--- START ---

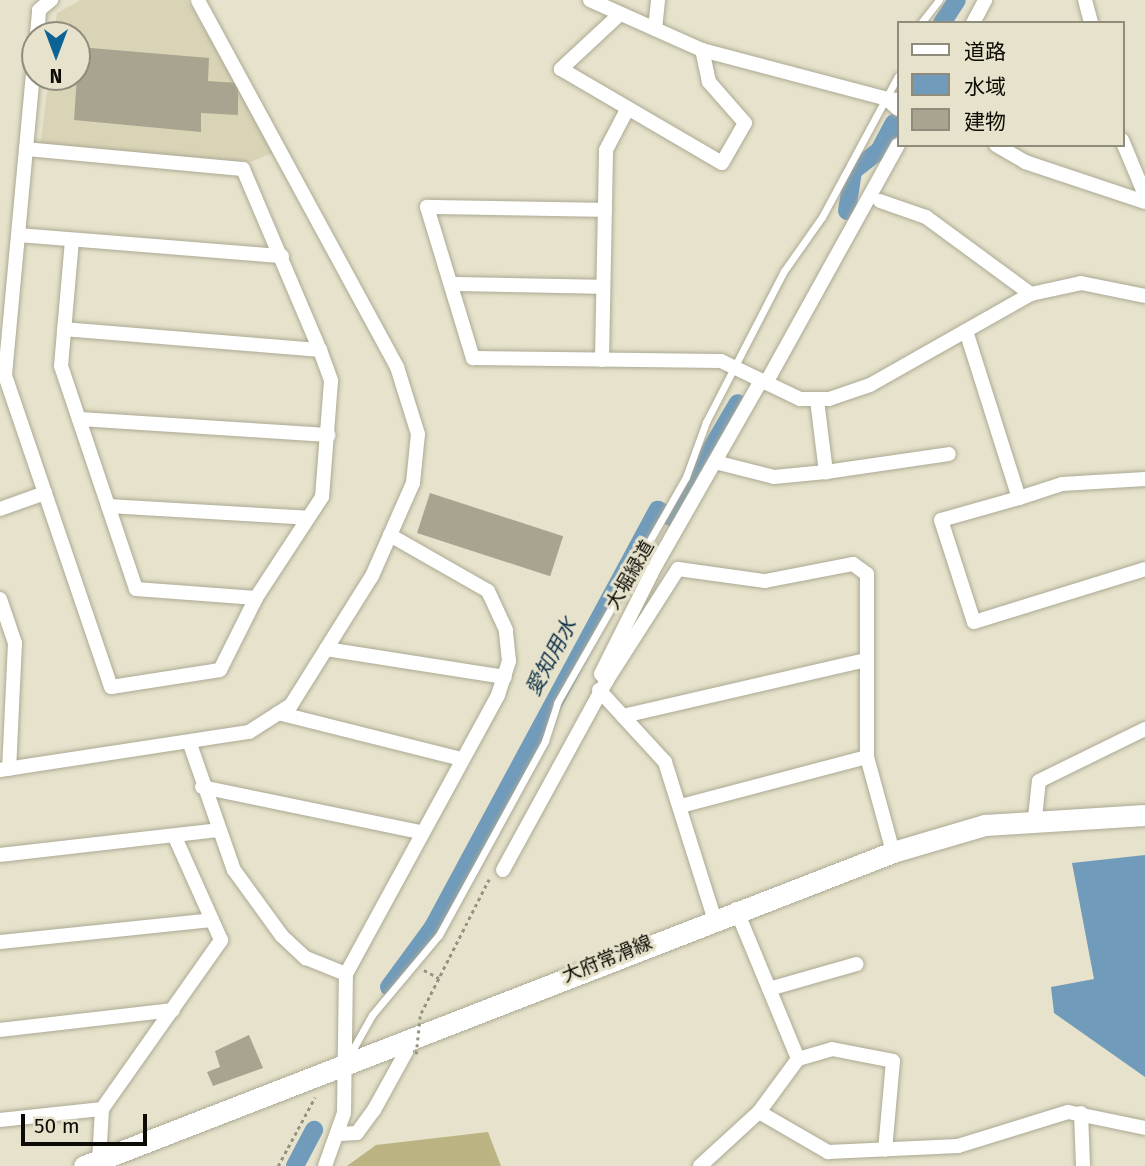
<!DOCTYPE html>
<meta charset="utf-8">
<style>
body{margin:0}
#map{position:relative;width:1145px;height:1166px;overflow:hidden;background:#e6e2cb;font-family:"Fira Sans","Noto Sans JP",sans-serif}
div>[style]{position:absolute}
[style*='--x']{left:calc(var(--x)*1px);top:calc(var(--y)*1px);width:calc(var(--w)*1px);rotate:calc(var(--a)*1deg)}
.built>*{inset:0;background:#dad4b7}
.forest>*{inset:0;background:#bbb382}
.water>*{inset:0;background:#719bba}
.canal>*{height:18px;margin:-9px;padding:0 9px;transform-origin:9px;border-radius:9px;background:#719bba}
.building>*{inset:0;background:#a8a48f;transform-origin:0 0}
.path>*{height:2.5px;margin-top:-1.25px;transform-origin:0;background:repeating-linear-gradient(90deg,#959281 0 3.5px,transparent 0 7px)}
.roads{filter:drop-shadow(0 0 2px #aca993) drop-shadow(0 0 2px #aca993)}
.service>*{height:7px;margin:-3.5px;padding:0 3.5px;transform-origin:3.5px;border-radius:3.5px;background:#fff}
.minor>*{height:14px;margin:-7px;padding:0 7px;transform-origin:7px;border-radius:7px;background:#fff}
.secondary>*{height:21px;margin:-10.5px;padding:0 10.5px;transform-origin:10.5px;border-radius:10.5px;background:#fff}
.path-bridge>*{height:2.5px;margin-top:-1.25px;transform-origin:0;background:repeating-linear-gradient(90deg,#959281 0 3.5px,transparent 0 7px)}
span{translate:-50% -50%;white-space:nowrap;text-align:center;line-height:1.15;-webkit-text-stroke:6px #e6e2cb;paint-order:stroke}
.street-label{font-size:19px;color:#0d0b05}
.water-label{font-size:21px;color:#10334a;font-style:italic}
.legend{position:absolute;left:897px;top:21px;width:228px;height:126px;box-sizing:border-box;background:#e6e2cb;border:2px solid #8f8c7c;margin:0;padding:9px 12px;list-style:none;font-size:21px;color:#0d0b05}
.legend li{display:flex;align-items:center;gap:14px;height:35px}
.legend b{width:35px;border:2px solid #8f8c7c}
.north{position:absolute;left:21px;top:21px;width:70px;height:70px;box-sizing:border-box;background:#e6e2cb;border:2px solid #8f8c7c;border-radius:50%;rotate:180deg;font-size:19px;font-weight:700;line-height:28px;text-align:center;color:#0d0b05}
.north::after{content:'';display:block;margin:auto;width:24px;height:32px;background:#0d6394;clip-path:polygon(50% 0,100% 100%,50% 72%,0 100%)}
.scale{position:absolute;left:21px;top:1114px;width:126px;height:32px;box-sizing:border-box;border:4px solid #0d0b05;border-top:0;padding-left:9px;font-size:21px;line-height:24px;white-space:nowrap;color:#0d0b05;-webkit-text-stroke:5px #e6e2cb;paint-order:stroke}
</style>
<div id="map">
<div class="built">
<div style="clip-path:polygon(81px 0,187px 0,276px 152px,250px 162px,40px 147px,49px 77px,77px 77px,77px 35px,54px 35px,57px 13px)"></div>
</div>
<div class="forest">
<div style="clip-path:polygon(488px 1132px,501px 1166px,347px 1166px,376px 1145px)"></div>
</div>
<div class="water">
<div style="clip-path:polygon(1145px 855px,1145px 1077px,1054px 1013px,1051px 987px,1094px 979px,1072px 863px)"></div>
</div>
<div class="canal">
<div style="--x:942;--y:23;--w:27;--a:-57"></div>
<div style="--x:847;--y:211;--w:40;--a:-81.5"></div>
<div style="--x:853;--y:171;--w:33;--a:-38"></div>
<div style="--x:879;--y:151;--w:32;--a:-62"></div>
<div style="--x:389;--y:987;--w:74;--a:-53.7"></div>
<div style="--x:433;--y:927;--w:474;--a:-61.7"></div>
<div style="--x:658;--y:510;--w:15;--a:28"></div>
<div style="--x:671;--y:517;--w:132;--a:-59.6"></div>
<div style="--x:295;--y:1166;--w:41;--a:-62.2"></div>
</div>
<div class="building">
<div style="clip-path:polygon(79px 47px,209px 58px,208px 81px,238px 83px,238px 115px,201px 113px,201px 132px,74px 120px)"></div>
<div style="left:430px;top:493px;width:140px;height:42px;rotate:18deg"></div>
<div style="clip-path:polygon(249px 1035px,263px 1068px,213px 1086px,207px 1072px,220px 1067px,215px 1051px)"></div>
</div>
<div class="path">
<div style="--x:424;--y:970;--w:17;--a:28"></div>
<div style="--x:421;--y:1013;--w:150;--a:-63.1"></div>
<div style="--x:278;--y:1166;--w:78;--a:-61.8"></div>
</div>
<div class="roads">
<div class="service">
<div style="--x:921;--y:23;--w:29;--a:-52"></div>
<div style="--x:349;--y:1056;--w:47;--a:-60.7"></div>
<div style="--x:372;--y:1015;--w:104;--a:-50.1"></div>
<div style="--x:439;--y:935;--w:221;--a:-61.3"></div>
<div style="--x:545;--y:741;--w:40;--a:-72"></div>
<div style="--x:557;--y:703;--w:260;--a:-60.3"></div>
<div style="--x:686;--y:477;--w:59;--a:-70"></div>
<div style="--x:706;--y:422;--w:170;--a:-62.7"></div>
<div style="--x:784;--y:271;--w:66;--a:-54.9"></div>
<div style="--x:822;--y:217;--w:160;--a:-61.7"></div>
</div>
<div class="minor">
<div style="--x:590;--y:0;--w:123;--a:24.1"></div>
<div style="--x:702;--y:50;--w:191;--a:14.8"></div>
<div style="--x:1085;--y:0;--w:24;--a:75"></div>
<div style="--x:620;--y:14;--w:81;--a:137"></div>
<div style="--x:561;--y:69;--w:186;--a:30.3"></div>
<div style="--x:722;--y:163;--w:46;--a:-60.1"></div>
<div style="--x:745;--y:123;--w:55;--a:-131.3"></div>
<div style="--x:709;--y:82;--w:33;--a:-102"></div>
<div style="--x:973;--y:23;--w:26;--a:-62"></div>
<div style="--x:655;--y:29;--w:29;--a:-84"></div>
<div style="--x:37;--y:35;--w:25;--a:-85"></div>
<div style="--x:39;--y:10;--w:16;--a:-40"></div>
<div style="--x:898;--y:100;--w:11;--a:-175"></div>
<div style="--x:887;--y:99;--w:15;--a:42"></div>
<div style="--x:1122;--y:140;--w:60;--a:67.3"></div>
<div style="--x:996;--y:145;--w:34;--a:30"></div>
<div style="--x:1025;--y:162;--w:126;--a:18.4"></div>
<div style="--x:26;--y:149;--w:218;--a:5.3"></div>
<div style="--x:243;--y:169;--w:197;--a:67"></div>
<div style="--x:320;--y:350;--w:33;--a:70"></div>
<div style="--x:331;--y:381;--w:116;--a:94.4"></div>
<div style="--x:322;--y:497;--w:121;--a:123.2"></div>
<div style="--x:256;--y:598;--w:80;--a:116.6"></div>
<div style="--x:220;--y:670;--w:110;--a:171.1"></div>
<div style="--x:111;--y:687;--w:330;--a:-108.8"></div>
<div style="--x:5;--y:375;--w:322;--a:-84.7"></div>
<div style="--x:880;--y:201;--w:49;--a:19.2"></div>
<div style="--x:926;--y:217;--w:130;--a:36.3"></div>
<div style="--x:605;--y:210;--w:178;--a:-179"></div>
<div style="--x:427;--y:207;--w:158;--a:73.1"></div>
<div style="--x:473;--y:358;--w:248;--a:0.7"></div>
<div style="--x:721;--y:361;--w:88;--a:25.7"></div>
<div style="--x:800;--y:399;--w:29;--a:0"></div>
<div style="--x:829;--y:399;--w:43;--a:-18.9"></div>
<div style="--x:870;--y:385;--w:185;--a:-29.5"></div>
<div style="--x:1031;--y:294;--w:51;--a:-12.4"></div>
<div style="--x:1081;--y:283;--w:65;--a:11.5"></div>
<div style="--x:19;--y:235;--w:264;--a:4.6"></div>
<div style="--x:72;--y:240;--w:126;--a:95"></div>
<div style="--x:61;--y:366;--w:235;--a:71.4"></div>
<div style="--x:136;--y:589;--w:120;--a:4.3"></div>
<div style="--x:451;--y:284;--w:152;--a:1.1"></div>
<div style="--x:64;--y:329;--w:257;--a:4.7"></div>
<div style="--x:966;--y:331;--w:175;--a:72.4"></div>
<div style="--x:1019;--y:498;--w:81;--a:164.2"></div>
<div style="--x:941;--y:520;--w:107;--a:72.1"></div>
<div style="--x:974;--y:622;--w:179;--a:-17.2"></div>
<div style="--x:602;--y:360;--w:210;--a:-88.9"></div>
<div style="--x:606;--y:150;--w:47;--a:-62.4"></div>
<div style="--x:766;--y:383;--w:272;--a:-61"></div>
<div style="--x:817;--y:400;--w:73;--a:82.9"></div>
<div style="--x:826;--y:472;--w:124;--a:-8.3"></div>
<div style="--x:79;--y:419;--w:250;--a:3.7"></div>
<div style="--x:719;--y:463;--w:57;--a:14.3"></div>
<div style="--x:774;--y:477;--w:52;--a:-5.5"></div>
<div style="--x:1019;--y:498;--w:45;--a:-18"></div>
<div style="--x:1062;--y:484;--w:83;--a:-3.4"></div>
<div style="--x:108;--y:506;--w:200;--a:3.4"></div>
<div style="--x:0;--y:509;--w:48;--a:-19.6"></div>
<div style="--x:0;--y:599;--w:46;--a:71.2"></div>
<div style="--x:15;--y:643;--w:126;--a:92.7"></div>
<div style="--x:326;--y:649;--w:181;--a:8.9"></div>
<div style="--x:607;--y:680;--w:132;--a:-57.4"></div>
<div style="--x:678;--y:569;--w:88;--a:7.9"></div>
<div style="--x:765;--y:581;--w:90;--a:-10.9"></div>
<div style="--x:853;--y:564;--w:17;--a:36"></div>
<div style="--x:867;--y:574;--w:183;--a:90"></div>
<div style="--x:867;--y:757;--w:98;--a:74.7"></div>
<div style="--x:599;--y:690;--w:98;--a:47.5"></div>
<div style="--x:665;--y:762;--w:163;--a:72.5"></div>
<div style="--x:278;--y:713;--w:189;--a:14.1"></div>
<div style="--x:623;--y:716;--w:245;--a:-13"></div>
<div style="--x:190;--y:744;--w:133;--a:70.8"></div>
<div style="--x:234;--y:870;--w:82;--a:54"></div>
<div style="--x:282;--y:936;--w:33;--a:43"></div>
<div style="--x:306;--y:958;--w:43;--a:21.8"></div>
<div style="--x:0;--y:770;--w:252;--a:-8.7"></div>
<div style="--x:249;--y:732;--w:50;--a:-32.7"></div>
<div style="--x:291;--y:705;--w:152;--a:-57.9"></div>
<div style="--x:372;--y:576;--w:102;--a:-66.2"></div>
<div style="--x:413;--y:483;--w:49;--a:-84.2"></div>
<div style="--x:418;--y:434;--w:70;--a:-107.4"></div>
<div style="--x:397;--y:367;--w:417;--a:-118.5"></div>
<div style="--x:202;--y:787;--w:223;--a:11.7"></div>
<div style="--x:681;--y:806;--w:192;--a:-14.8"></div>
<div style="--x:1035;--y:818;--w:37;--a:-84"></div>
<div style="--x:1039;--y:781;--w:118;--a:-26.1"></div>
<div style="--x:0;--y:855;--w:219;--a:-6.5"></div>
<div style="--x:503;--y:870;--w:217;--a:-61.3"></div>
<div style="--x:607;--y:680;--w:8;--a:-135"></div>
<div style="--x:601;--y:674;--w:116;--a:-63.4"></div>
<div style="--x:653;--y:570;--w:218;--a:-60.3"></div>
<div style="--x:736;--y:909;--w:162;--a:67.5"></div>
<div style="--x:0;--y:942;--w:213;--a:-5.9"></div>
<div style="--x:769;--y:989;--w:91;--a:-15.9"></div>
<div style="--x:0;--y:1030;--w:174;--a:-6.6"></div>
<div style="--x:759;--y:1112;--w:66;--a:-53.7"></div>
<div style="--x:798;--y:1059;--w:35;--a:-16"></div>
<div style="--x:832;--y:1049;--w:62;--a:11.1"></div>
<div style="--x:893;--y:1061;--w:89;--a:95.1"></div>
<div style="--x:1081;--y:1113;--w:53;--a:87.8"></div>
<div style="--x:0;--y:1120;--w:103;--a:-6.2"></div>
<div style="--x:339;--y:1134;--w:18;--a:-3"></div>
<div style="--x:357;--y:1133;--w:29;--a:-54"></div>
<div style="--x:374;--y:1110;--w:66;--a:-61.1"></div>
<div style="--x:406;--y:1052;--w:13;--a:-99"></div>
<div style="--x:99;--y:1161;--w:52;--a:-86.7"></div>
<div style="--x:102;--y:1109;--w:207;--a:-54.8"></div>
<div style="--x:221;--y:940;--w:113;--a:-114.1"></div>
<div style="--x:325;--y:1166;--w:56;--a:-70.3"></div>
<div style="--x:344;--y:1113;--w:139;--a:-89.2"></div>
<div style="--x:346;--y:974;--w:318;--a:-61.4"></div>
<div style="--x:498;--y:695;--w:36;--a:-72"></div>
<div style="--x:509;--y:661;--w:31;--a:-96"></div>
<div style="--x:506;--y:630;--w:43;--a:-114.8"></div>
<div style="--x:488;--y:591;--w:113;--a:-150.3"></div>
<div style="--x:700;--y:1166;--w:80;--a:-42.5"></div>
<div style="--x:759;--y:1112;--w:80;--a:30.1"></div>
<div style="--x:828;--y:1152;--w:130;--a:-2.6"></div>
<div style="--x:958;--y:1146;--w:115;--a:-17.2"></div>
<div style="--x:1068;--y:1112;--w:79;--a:11.7"></div>
</div>
<div class="secondary">
<div style="--x:84;--y:1166;--w:868;--a:-21.21"></div>
<div style="--x:893;--y:852;--w:96;--a:-16.4"></div>
<div style="--x:985;--y:825;--w:160;--a:-3.6"></div>
</div>
</div>
<div class="path-bridge">
<div style="--x:416;--y:1054;--w:38;--a:-84"></div>
</div>
<div class="street-label">
<span style="left:630px;top:575px;rotate:-60deg">大堀緑道</span>
<span style="left:607px;top:959px;rotate:-22deg">大府常滑線</span>
</div>
<div class="water-label">
<span style="left:551px;top:657px;rotate:-62deg">愛知用水</span>
</div>
<ul class="legend">
<li><b style="height:9px;background:#fff"></b>道路</li>
<li><b style="height:19px;background:#719bba"></b>水域</li>
<li><b style="height:19px;background:#a8a48f"></b>建物</li>
</ul>
<div class="north">N</div>
<div class="scale">50 m</div>
</div>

--- END ---

## [Your instructions]
The lines that mention the word "street" should be pulled from the records above.

## [Response below]
.street-label{font-size:19px;color:#0d0b05}
<div class="street-label">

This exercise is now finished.